- **TASK BRIEF**:
Every line in the data below that holds "image" should be found and copied.

---------- DATA FOR PROCESSING ----------

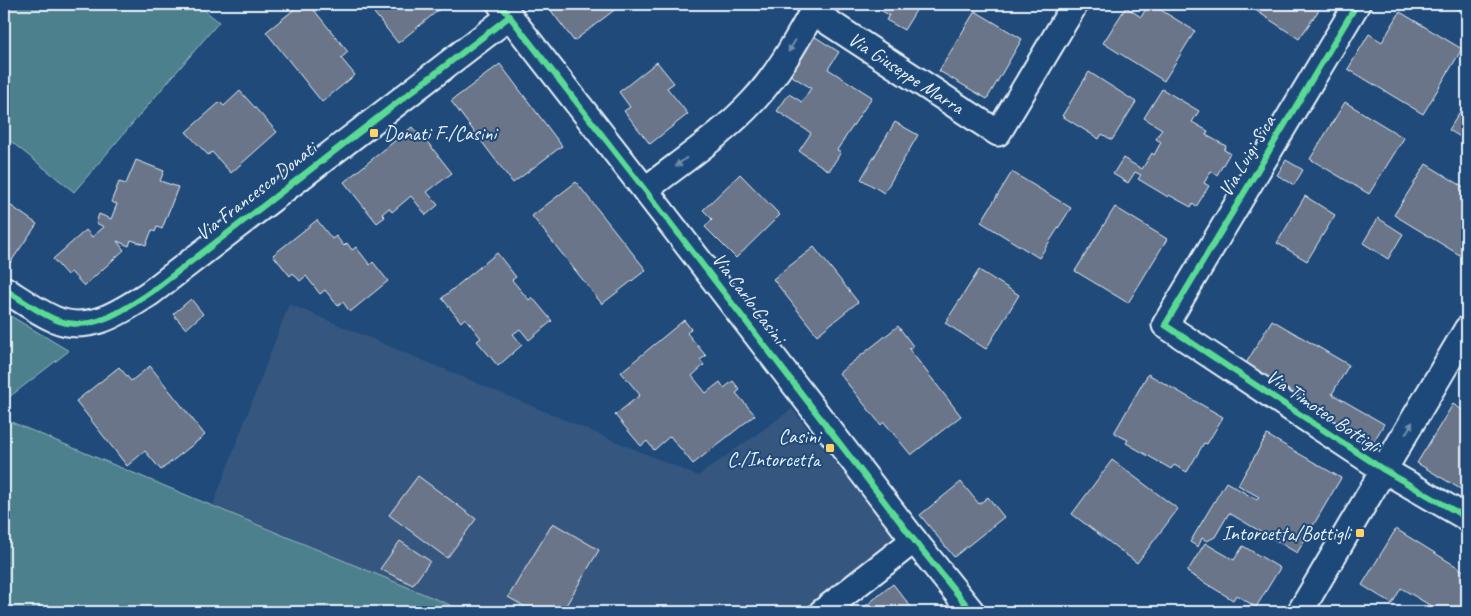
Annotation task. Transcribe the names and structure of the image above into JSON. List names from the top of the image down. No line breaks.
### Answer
{"streets":{"street":["Via Giuseppe Marra","Via Luigi Sica","Via Francesco Donati","Via Carlo Casini","Via Timoteo Bottigli"]},"crossings":[["Via Luigi Sica","Via Timoteo Bottigli"],["Via Francesco Donati","Via Carlo Casini"]],"places":{"transit":["Donati F./Casini","Casini C./Intorcetta","Intorcetta/Bottigli"]}}
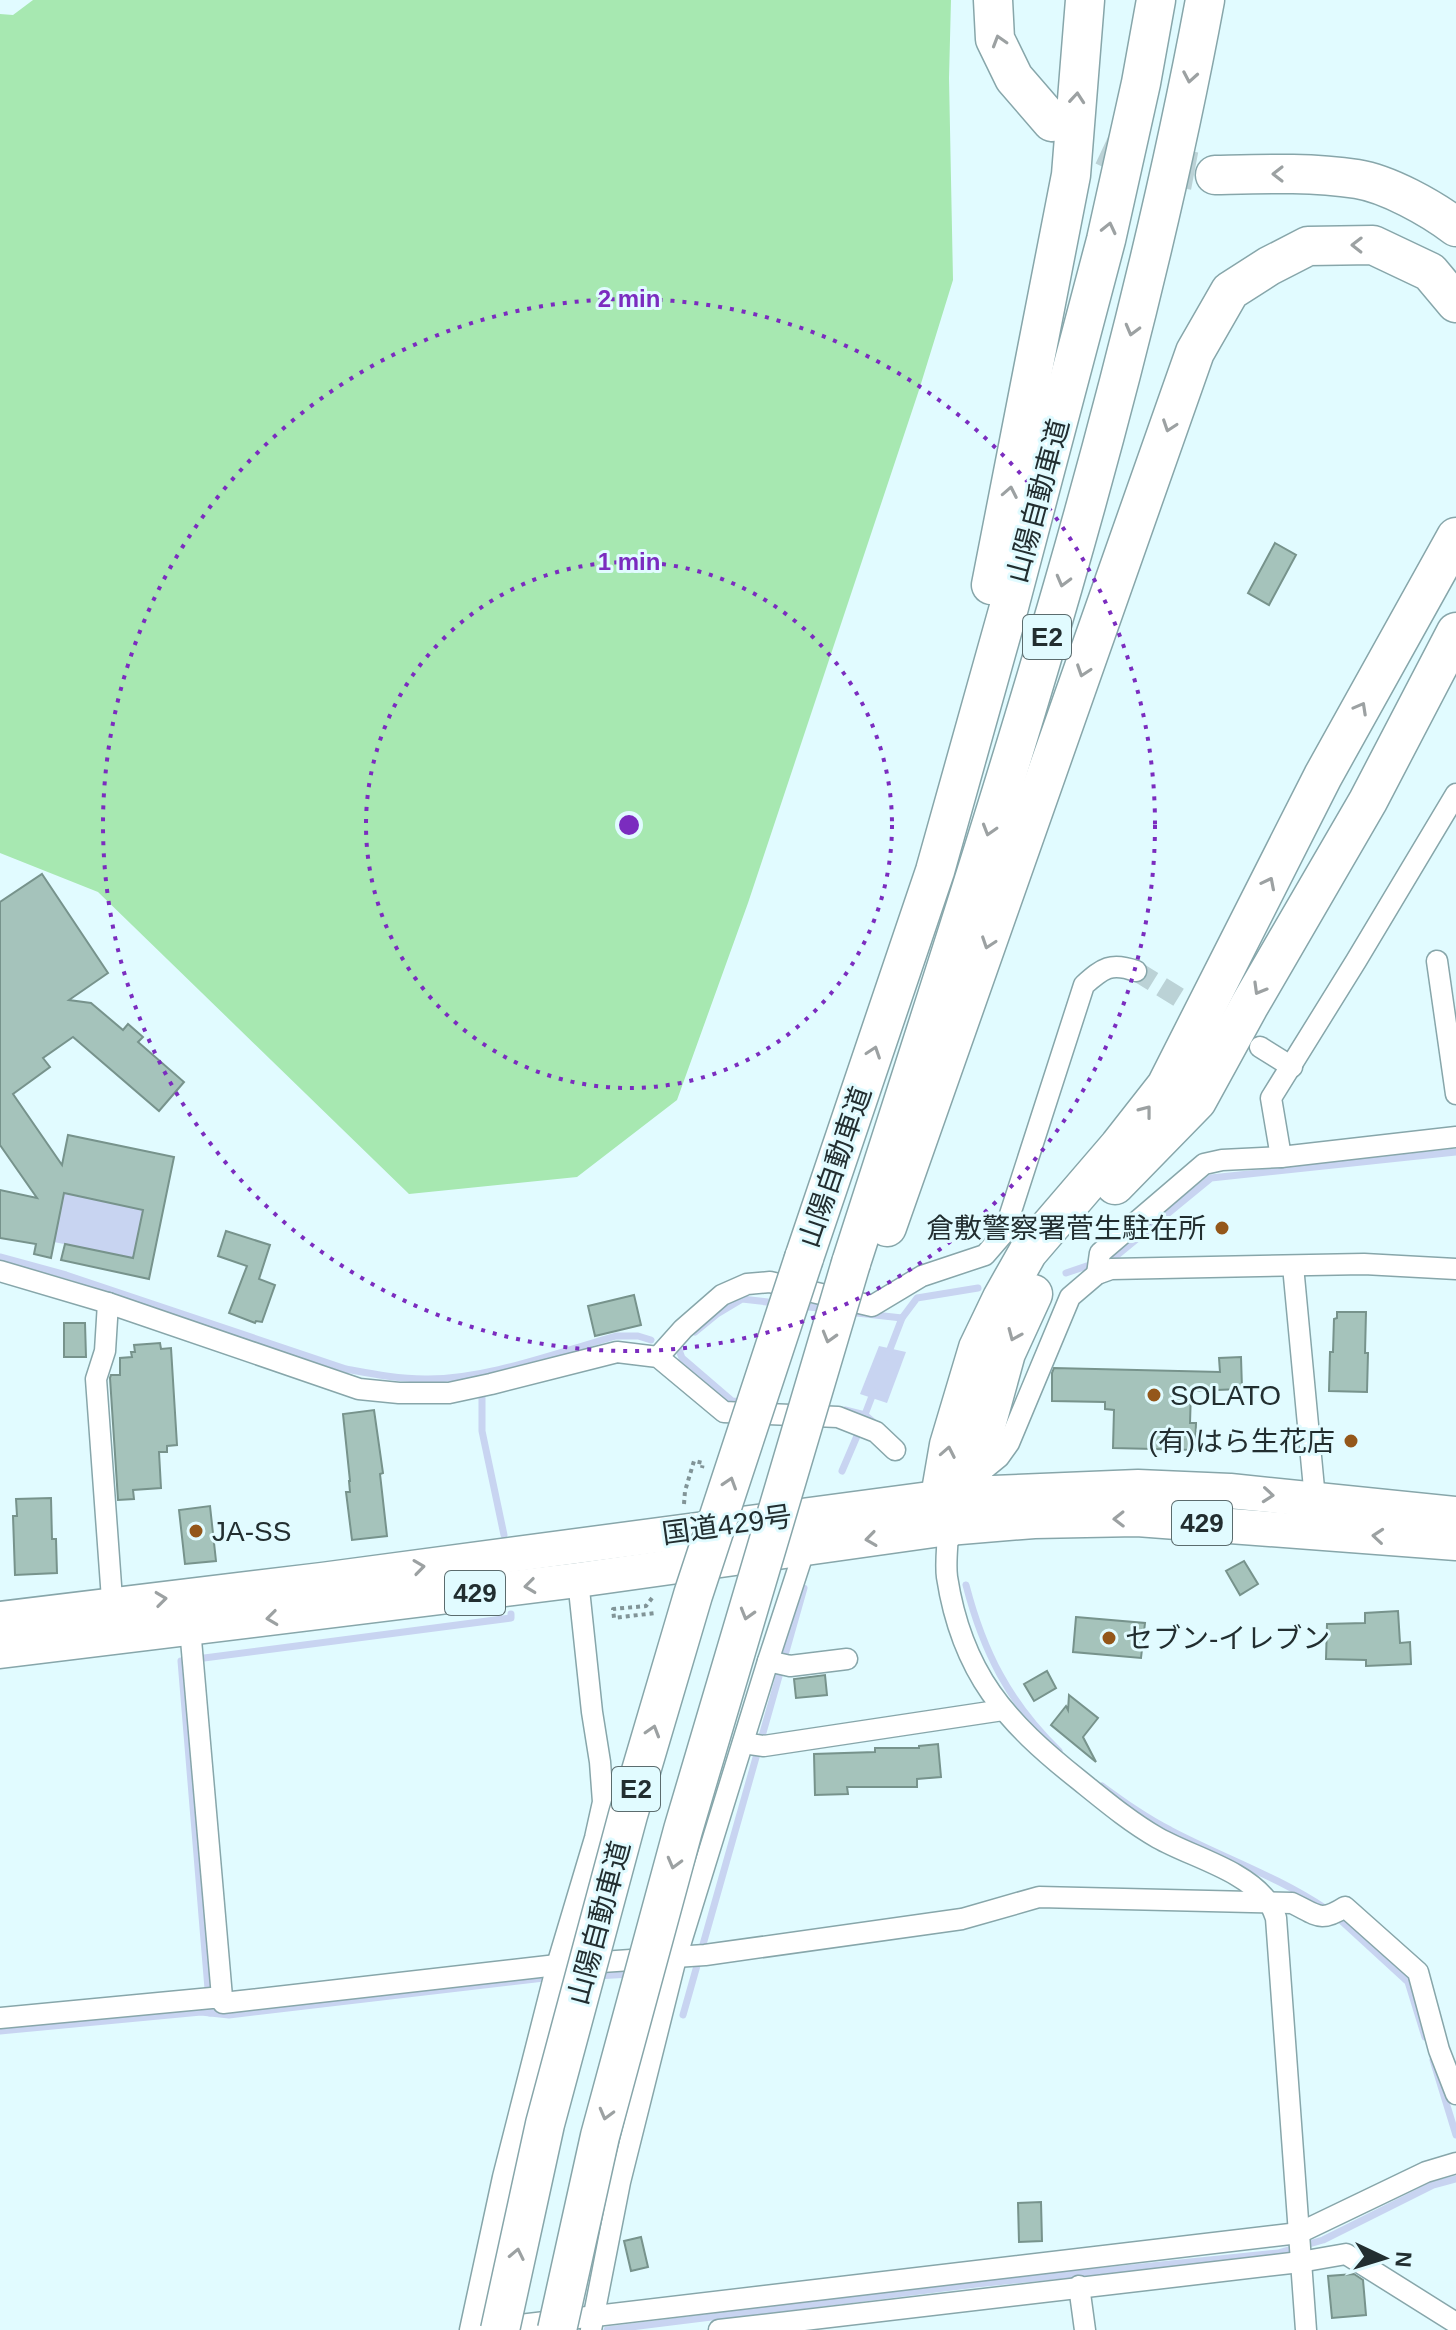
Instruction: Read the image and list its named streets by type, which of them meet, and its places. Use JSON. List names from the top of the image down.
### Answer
{
  "streets": {
    "highway": [
      "山陽自動車道",
      "E2",
      "429",
      "国道429号"
    ]
  },
  "places": [
    "倉敷警察署菅生駐在所",
    "SOLATO",
    "(有)はら生花店",
    "JA-SS",
    "セブン-イレブン"
  ],
  "north": "right",
  "rings": ["2 min", "1 min"]
}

----------

- **OUTPUT FOR THIS EXERCISE**:
Annotation task. Transcribe the names and structure of the image above into JSON. List names from the top of the image down. No line breaks.
Instruction: Read the image and list its named streets by type, which of them meet, and its places. Use JSON. List names from the top of the image down.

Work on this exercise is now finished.